Find every line below that contains the word "main" and copy it out.

Saved data entries:
============
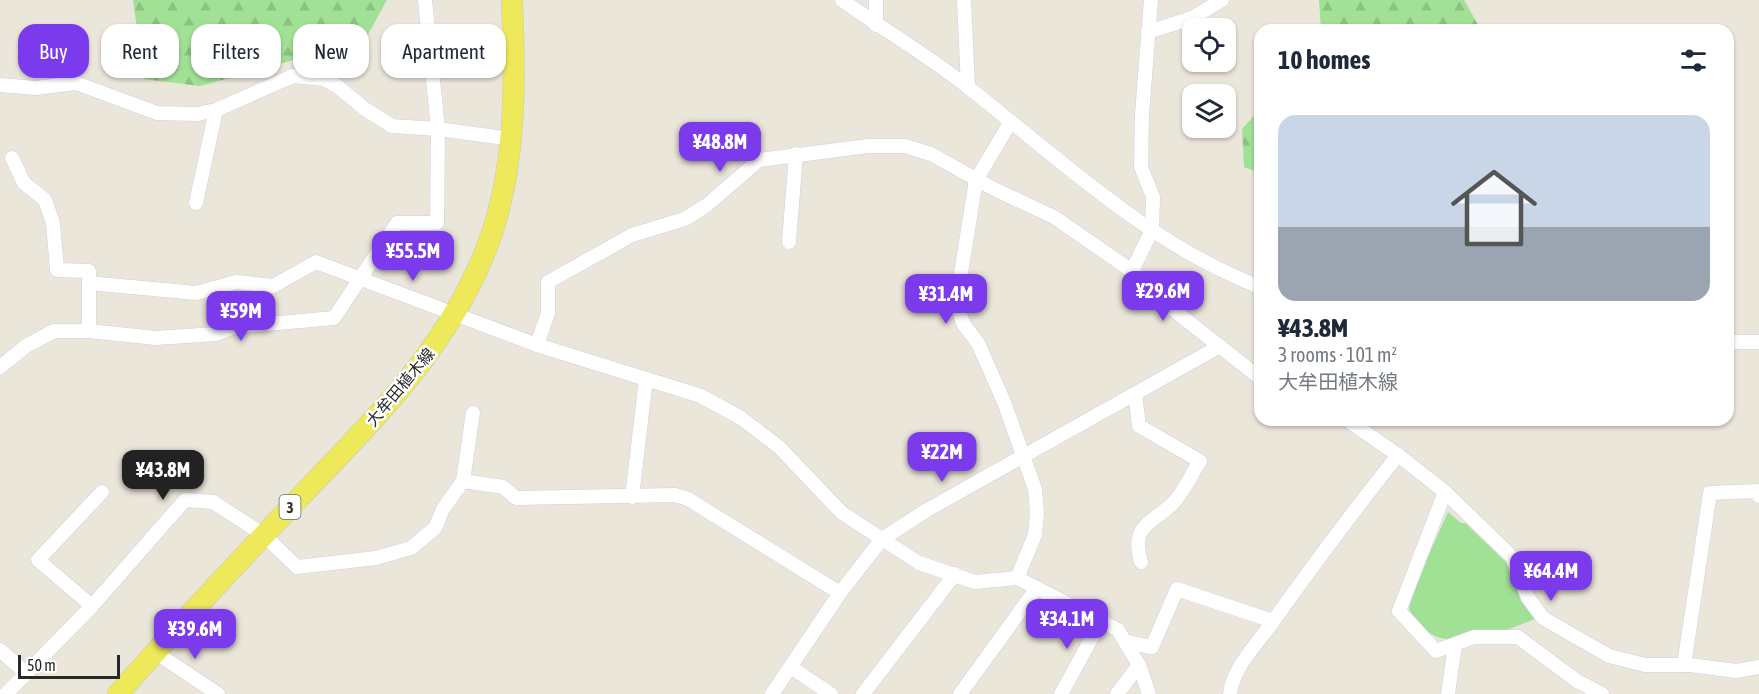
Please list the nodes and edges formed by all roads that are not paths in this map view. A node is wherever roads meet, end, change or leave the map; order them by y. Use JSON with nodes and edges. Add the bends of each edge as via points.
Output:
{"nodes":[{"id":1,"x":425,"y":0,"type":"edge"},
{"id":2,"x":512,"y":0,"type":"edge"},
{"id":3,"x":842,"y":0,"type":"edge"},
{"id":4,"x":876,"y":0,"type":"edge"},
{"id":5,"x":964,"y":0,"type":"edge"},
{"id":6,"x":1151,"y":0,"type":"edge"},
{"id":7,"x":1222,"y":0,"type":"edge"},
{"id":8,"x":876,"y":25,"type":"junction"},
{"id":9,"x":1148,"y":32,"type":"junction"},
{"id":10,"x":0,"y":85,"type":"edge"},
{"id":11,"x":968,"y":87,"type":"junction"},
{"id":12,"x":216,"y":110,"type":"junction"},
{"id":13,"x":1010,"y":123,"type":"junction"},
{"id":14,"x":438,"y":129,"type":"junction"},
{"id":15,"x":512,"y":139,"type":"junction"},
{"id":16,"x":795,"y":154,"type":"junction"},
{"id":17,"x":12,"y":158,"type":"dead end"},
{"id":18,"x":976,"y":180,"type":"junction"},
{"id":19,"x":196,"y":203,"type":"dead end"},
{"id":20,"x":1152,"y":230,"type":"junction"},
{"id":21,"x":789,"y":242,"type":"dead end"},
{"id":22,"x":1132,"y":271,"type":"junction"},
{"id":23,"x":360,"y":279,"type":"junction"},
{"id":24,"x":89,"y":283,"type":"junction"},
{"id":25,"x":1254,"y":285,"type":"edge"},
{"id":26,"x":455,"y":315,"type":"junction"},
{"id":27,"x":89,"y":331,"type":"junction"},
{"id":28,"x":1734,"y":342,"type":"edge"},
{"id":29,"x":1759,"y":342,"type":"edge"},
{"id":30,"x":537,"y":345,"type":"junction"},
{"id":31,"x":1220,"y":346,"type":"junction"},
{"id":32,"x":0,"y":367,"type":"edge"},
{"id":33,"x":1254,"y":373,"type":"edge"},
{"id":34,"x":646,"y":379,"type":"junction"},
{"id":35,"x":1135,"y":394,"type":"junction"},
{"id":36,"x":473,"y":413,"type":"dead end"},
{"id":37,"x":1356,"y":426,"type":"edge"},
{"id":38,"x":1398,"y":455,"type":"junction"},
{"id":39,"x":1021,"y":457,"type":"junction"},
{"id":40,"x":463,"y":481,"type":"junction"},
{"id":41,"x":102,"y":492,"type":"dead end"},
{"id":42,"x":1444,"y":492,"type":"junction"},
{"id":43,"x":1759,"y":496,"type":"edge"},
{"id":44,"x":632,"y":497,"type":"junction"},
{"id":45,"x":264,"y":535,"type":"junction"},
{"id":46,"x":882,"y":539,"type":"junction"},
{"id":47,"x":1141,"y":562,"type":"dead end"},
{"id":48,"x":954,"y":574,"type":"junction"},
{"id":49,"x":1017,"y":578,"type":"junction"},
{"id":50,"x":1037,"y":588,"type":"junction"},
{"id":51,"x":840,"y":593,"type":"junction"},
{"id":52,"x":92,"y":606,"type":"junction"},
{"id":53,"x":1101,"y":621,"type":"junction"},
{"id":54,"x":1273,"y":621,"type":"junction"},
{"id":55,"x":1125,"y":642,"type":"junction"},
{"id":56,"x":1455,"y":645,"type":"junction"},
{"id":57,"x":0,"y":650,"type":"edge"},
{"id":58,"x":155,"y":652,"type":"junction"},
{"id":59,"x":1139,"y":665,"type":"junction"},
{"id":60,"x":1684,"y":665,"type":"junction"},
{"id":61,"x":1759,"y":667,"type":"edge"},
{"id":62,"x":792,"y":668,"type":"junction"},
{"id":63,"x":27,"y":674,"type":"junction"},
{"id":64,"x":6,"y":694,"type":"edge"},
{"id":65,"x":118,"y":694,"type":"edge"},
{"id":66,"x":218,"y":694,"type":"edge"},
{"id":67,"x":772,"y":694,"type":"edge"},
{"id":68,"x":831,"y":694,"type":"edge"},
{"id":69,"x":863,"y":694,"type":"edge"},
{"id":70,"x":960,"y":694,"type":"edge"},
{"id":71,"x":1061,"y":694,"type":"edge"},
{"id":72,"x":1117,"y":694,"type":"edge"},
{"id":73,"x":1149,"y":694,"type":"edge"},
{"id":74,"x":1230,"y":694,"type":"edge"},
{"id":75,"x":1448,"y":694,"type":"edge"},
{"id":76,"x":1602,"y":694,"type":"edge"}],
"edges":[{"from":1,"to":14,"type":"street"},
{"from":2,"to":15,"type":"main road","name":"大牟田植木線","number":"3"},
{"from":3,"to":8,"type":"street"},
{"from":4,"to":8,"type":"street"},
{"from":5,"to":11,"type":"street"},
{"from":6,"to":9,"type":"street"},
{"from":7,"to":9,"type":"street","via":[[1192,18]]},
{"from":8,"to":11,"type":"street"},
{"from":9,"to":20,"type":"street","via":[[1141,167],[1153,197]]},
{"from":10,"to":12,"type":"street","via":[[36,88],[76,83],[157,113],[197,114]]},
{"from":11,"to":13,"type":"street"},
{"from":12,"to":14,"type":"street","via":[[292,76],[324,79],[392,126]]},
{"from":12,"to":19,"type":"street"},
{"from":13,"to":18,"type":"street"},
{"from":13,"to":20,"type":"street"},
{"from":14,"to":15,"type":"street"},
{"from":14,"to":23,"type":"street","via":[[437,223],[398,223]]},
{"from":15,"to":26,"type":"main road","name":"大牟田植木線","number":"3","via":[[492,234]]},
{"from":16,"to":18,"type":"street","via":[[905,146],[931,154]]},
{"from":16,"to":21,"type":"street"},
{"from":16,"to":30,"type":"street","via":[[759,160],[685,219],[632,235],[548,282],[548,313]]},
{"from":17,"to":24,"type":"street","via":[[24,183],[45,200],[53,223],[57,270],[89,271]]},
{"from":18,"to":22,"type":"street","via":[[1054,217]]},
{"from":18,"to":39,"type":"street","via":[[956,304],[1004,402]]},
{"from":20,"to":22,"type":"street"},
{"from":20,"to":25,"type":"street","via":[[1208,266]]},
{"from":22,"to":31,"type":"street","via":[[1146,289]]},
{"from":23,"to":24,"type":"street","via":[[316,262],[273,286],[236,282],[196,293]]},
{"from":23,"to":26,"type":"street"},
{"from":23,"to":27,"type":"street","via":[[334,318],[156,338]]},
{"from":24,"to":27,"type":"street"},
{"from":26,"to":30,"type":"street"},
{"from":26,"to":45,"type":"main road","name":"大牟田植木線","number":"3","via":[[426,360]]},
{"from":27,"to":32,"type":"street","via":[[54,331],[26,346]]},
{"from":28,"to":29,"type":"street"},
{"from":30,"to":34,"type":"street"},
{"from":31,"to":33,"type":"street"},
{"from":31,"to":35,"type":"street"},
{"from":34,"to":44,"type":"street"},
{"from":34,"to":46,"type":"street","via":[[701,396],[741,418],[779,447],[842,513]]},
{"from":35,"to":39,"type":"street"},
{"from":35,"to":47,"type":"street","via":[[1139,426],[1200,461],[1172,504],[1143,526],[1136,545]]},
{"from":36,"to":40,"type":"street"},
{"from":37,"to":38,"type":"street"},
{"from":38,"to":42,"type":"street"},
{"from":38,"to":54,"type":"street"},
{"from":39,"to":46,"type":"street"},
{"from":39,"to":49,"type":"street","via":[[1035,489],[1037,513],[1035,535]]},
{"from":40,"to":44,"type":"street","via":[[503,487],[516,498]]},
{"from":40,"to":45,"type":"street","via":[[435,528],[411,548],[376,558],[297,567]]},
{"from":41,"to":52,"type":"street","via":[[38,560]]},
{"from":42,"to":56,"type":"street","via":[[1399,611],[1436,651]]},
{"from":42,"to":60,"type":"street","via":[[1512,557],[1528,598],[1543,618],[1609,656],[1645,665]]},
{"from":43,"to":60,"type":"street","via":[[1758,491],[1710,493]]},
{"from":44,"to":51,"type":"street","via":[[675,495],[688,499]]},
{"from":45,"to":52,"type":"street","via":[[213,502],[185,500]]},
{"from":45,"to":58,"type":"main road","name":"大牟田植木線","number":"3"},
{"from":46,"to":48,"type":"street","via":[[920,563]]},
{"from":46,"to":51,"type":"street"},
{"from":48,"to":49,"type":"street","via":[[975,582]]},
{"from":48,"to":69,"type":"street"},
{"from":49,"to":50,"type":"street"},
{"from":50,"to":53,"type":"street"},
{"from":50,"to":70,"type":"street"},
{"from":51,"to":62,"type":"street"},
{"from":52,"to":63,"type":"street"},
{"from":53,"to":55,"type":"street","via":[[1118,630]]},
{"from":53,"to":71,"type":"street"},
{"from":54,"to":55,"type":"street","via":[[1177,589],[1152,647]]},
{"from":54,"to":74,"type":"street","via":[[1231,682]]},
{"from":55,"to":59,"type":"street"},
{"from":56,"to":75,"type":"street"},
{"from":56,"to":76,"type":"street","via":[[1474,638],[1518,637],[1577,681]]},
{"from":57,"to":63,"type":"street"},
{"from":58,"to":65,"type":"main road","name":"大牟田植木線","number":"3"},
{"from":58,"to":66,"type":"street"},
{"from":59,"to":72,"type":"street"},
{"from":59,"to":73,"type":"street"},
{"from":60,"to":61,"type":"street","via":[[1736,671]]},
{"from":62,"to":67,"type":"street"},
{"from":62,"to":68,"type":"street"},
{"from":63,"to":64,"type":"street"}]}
============
## Expected answer
{"from":2,"to":15,"type":"main road","name":"大牟田植木線","number":"3"},
{"from":15,"to":26,"type":"main road","name":"大牟田植木線","number":"3","via":[[492,234]]},
{"from":26,"to":45,"type":"main road","name":"大牟田植木線","number":"3","via":[[426,360]]},
{"from":45,"to":58,"type":"main road","name":"大牟田植木線","number":"3"},
{"from":58,"to":65,"type":"main road","name":"大牟田植木線","number":"3"},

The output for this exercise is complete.